═══ RECORDS FOR PROCESSING

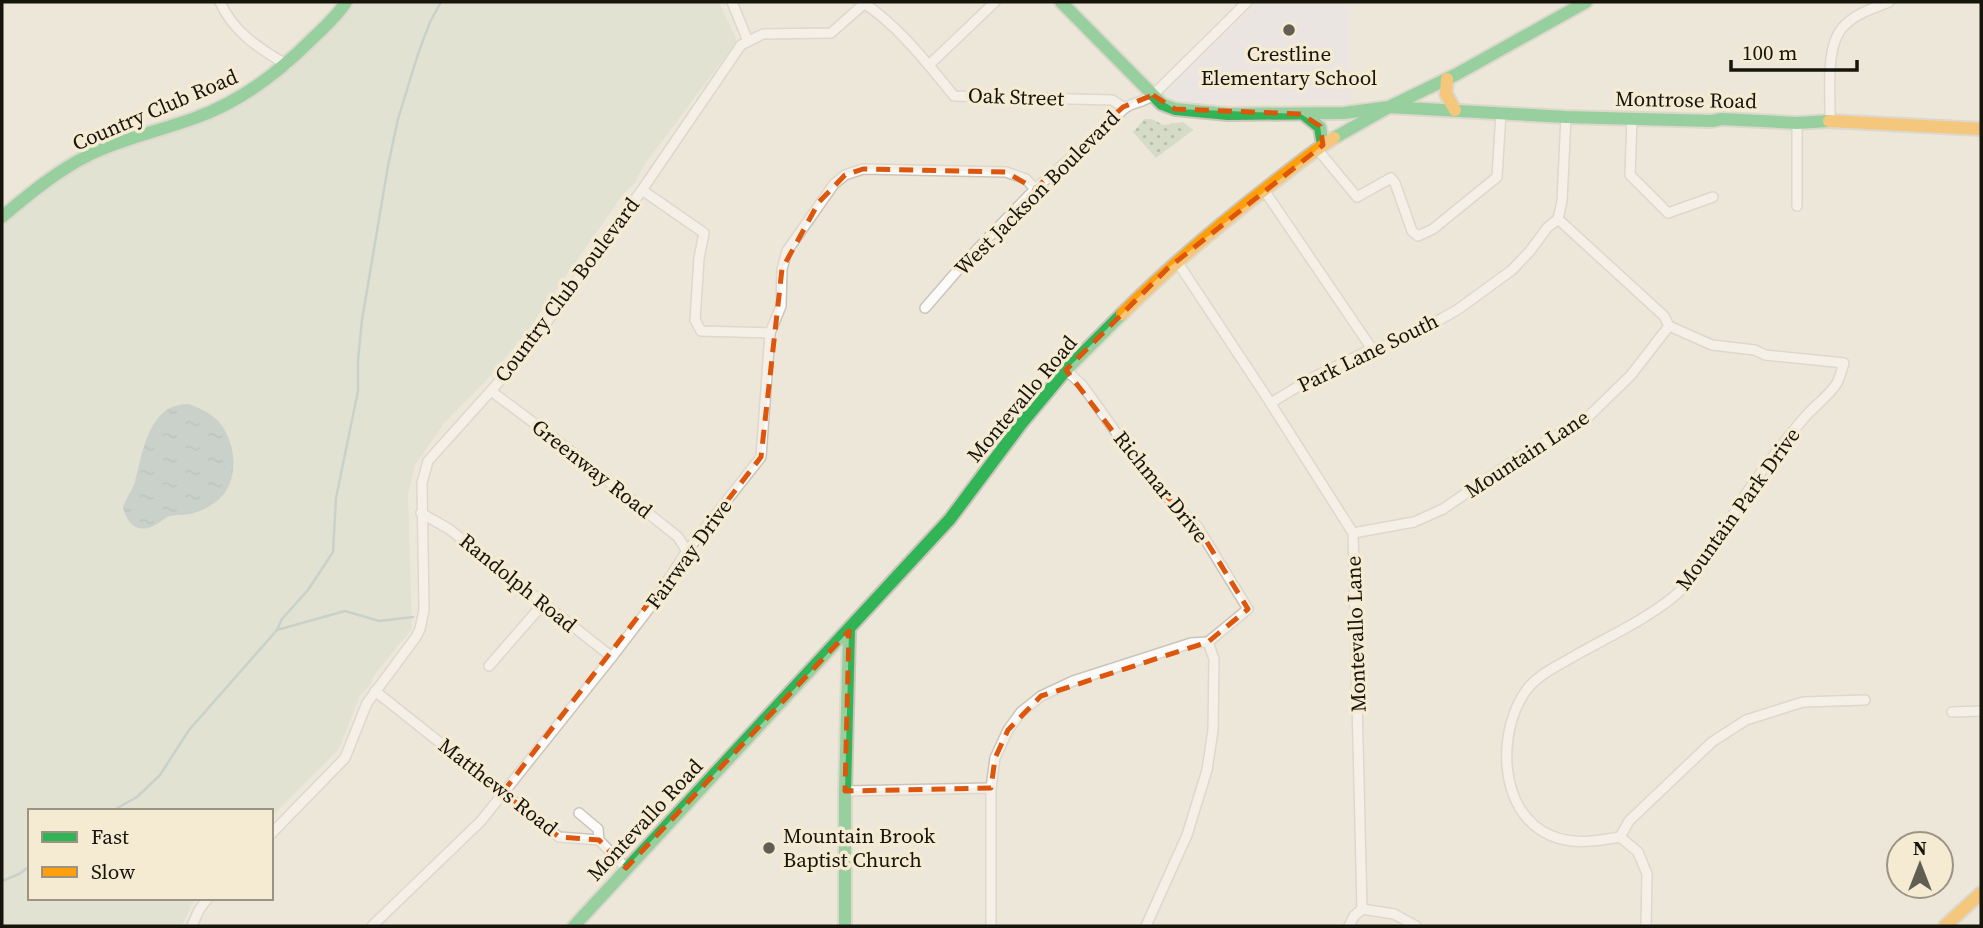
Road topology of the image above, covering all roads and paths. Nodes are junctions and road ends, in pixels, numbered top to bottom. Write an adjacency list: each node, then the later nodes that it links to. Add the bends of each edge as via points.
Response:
1 (220, 2): 13 (street, via 242,35)
2 (346, 2): 13 (main road, Country Club Road, via 334,20)
3 (732, 2): 12 (street)
4 (885, 2): 11 (street)
5 (995, 2): 14 (street)
6 (1060, 2): 16 (main road)
7 (1247, 2): 16 (street, West Jackson Boulevard)
8 (1586, 2): 15 (main road, Montevallo Road)
9 (1889, 2): 24 (street, via 1843,25 1836,38 1831,54)
10 (863, 3): 11 (street, Oak Street); 12 (street, via 831,33 763,34)
11 (875, 10): 14 (street, Oak Street)
12 (748, 41): 29 (street, Country Club Boulevard)
13 (287, 65): 33 (main road, Country Club Road, via 221,107 88,156 35,188)
14 (929, 65): 17 (street, Oak Street, via 954,96 1112,100)
15 (1447, 79): 18 (main road, Montevallo Road); 19 (main road, via 1446,94)
16 (1153, 95): 17 (street, West Jackson Boulevard); 21 (main road, via 1175,109)
17 (1123, 107): 28 (street, West Jackson Boulevard)
18 (1389, 107): 19 (main road, Montrose Road); 21 (main road); 27 (main road, Montevallo Road)
19 (1455, 110): 20 (main road, Montrose Road)
20 (1501, 112): 22 (main road, Montrose Road); 27 (street, via 1497,177 1418,236 1391,178 1357,197)
21 (1301, 114): 27 (main road, via 1316,120 1323,135)
22 (1566, 117): 23 (main road, Montrose Road); 34 (street)
23 (1632, 118): 25 (main road, Montrose Road); 31 (street, via 1630,175 1668,212)
24 (1830, 121): 25 (main road, Montrose Road); 26 (main road, Montrose Road)
25 (1797, 123): 32 (street)
26 (1981, 129)
27 (1320, 148): 30 (main road, Montevallo Road)
28 (1035, 189): 36 (street, West Jackson Boulevard); 38 (street, Fairway Drive, via 1026,179 1006,172 863,169 845,175 819,202 787,251 781,306)
29 (642, 190): 38 (street, via 704,233 695,320 701,331); 41 (street, Country Club Boulevard, via 523,355)
30 (1264, 190): 35 (main road, Montevallo Road); 39 (street)
31 (1713, 197)
32 (1797, 205)
33 (2, 217)
34 (1558, 219): 37 (street, Mountain Park Drive, via 1664,316); 39 (street, Park Lane South, via 1512,270 1457,310)
35 (1178, 263): 40 (main road, Montevallo Road); 42 (street, Montevallo Lane)
36 (925, 309)
37 (1669, 326): 44 (street, Mountain Lane, via 1631,375 1587,418 1443,509 1414,522); 60 (street, Mountain Park Drive, via 1712,345 1844,363 1837,383 1751,486 1692,578 1674,597 1639,620 1542,675 1511,719 1506,764 1511,789 1525,817 1555,838 1586,842)
38 (770, 333): 45 (street, Fairway Drive, via 761,457)
39 (1372, 349): 42 (street, Park Lane South)
40 (1066, 370): 47 (main road, Montevallo Road, via 950,519); 48 (street, Richmar Drive, via 1083,386 1150,480 1197,526 1248,609)
41 (491, 391): 43 (street, Country Club Boulevard, via 428,461); 45 (street, Greenway Road, via 678,537)
42 (1271, 403): 44 (street, Montevallo Lane)
43 (421, 513): 46 (street, Randolph Road, via 449,529); 51 (street, Country Club Boulevard, via 423,620 416,637)
44 (1353, 533): 65 (street, Montevallo Lane)
45 (687, 551): 49 (street, Fairway Drive)
46 (543, 604): 49 (street, Randolph Road); 50 (street)
47 (849, 631): 56 (main road); 62 (main road, Montevallo Road)
48 (1208, 642): 55 (street, via 1191,643 1073,681 1041,696 1008,730 995,758); 71 (street, via 1214,659 1207,770 1187,835)
49 (612, 657): 57 (street, Fairway Drive)
50 (489, 666)
51 (375, 691): 57 (street, Matthews Road); 59 (street, Country Club Boulevard, via 345,758)
52 (1865, 700): 60 (street, via 1803,702 1746,720 1712,742 1629,821)
53 (1981, 711): 54 (street)
54 (1952, 712)
55 (991, 788): 56 (street); 70 (street)
56 (845, 791): 69 (main road)
57 (503, 792): 61 (street, Matthews Road, via 559,837); 67 (street, Fairway Drive, via 481,821)
58 (579, 813): 61 (street, via 598,830)
59 (273, 832)
60 (1620, 837): 74 (street, via 1638,852 1647,874)
61 (599, 840): 62 (street)
62 (626, 868): 68 (main road, Montevallo Road)
63 (1981, 893): 75 (main road)
64 (206, 900): 66 (street)
65 (1362, 909): 72 (street); 73 (street, via 1394,914)
66 (192, 926)
67 (372, 926)
68 (574, 926)
69 (845, 926)
70 (991, 926)
71 (1146, 926)
72 (1349, 926)
73 (1416, 926)
74 (1646, 926)
75 (1945, 926)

══════

● **WHAT YOU WILL DO**:
Where a line above includes "West", copy that line.

● **COMPLETED TASK**:
7 (1247, 2): 16 (street, West Jackson Boulevard)
16 (1153, 95): 17 (street, West Jackson Boulevard); 21 (main road, via 1175,109)
17 (1123, 107): 28 (street, West Jackson Boulevard)
28 (1035, 189): 36 (street, West Jackson Boulevard); 38 (street, Fairway Drive, via 1026,179 1006,172 863,169 845,175 819,202 787,251 781,306)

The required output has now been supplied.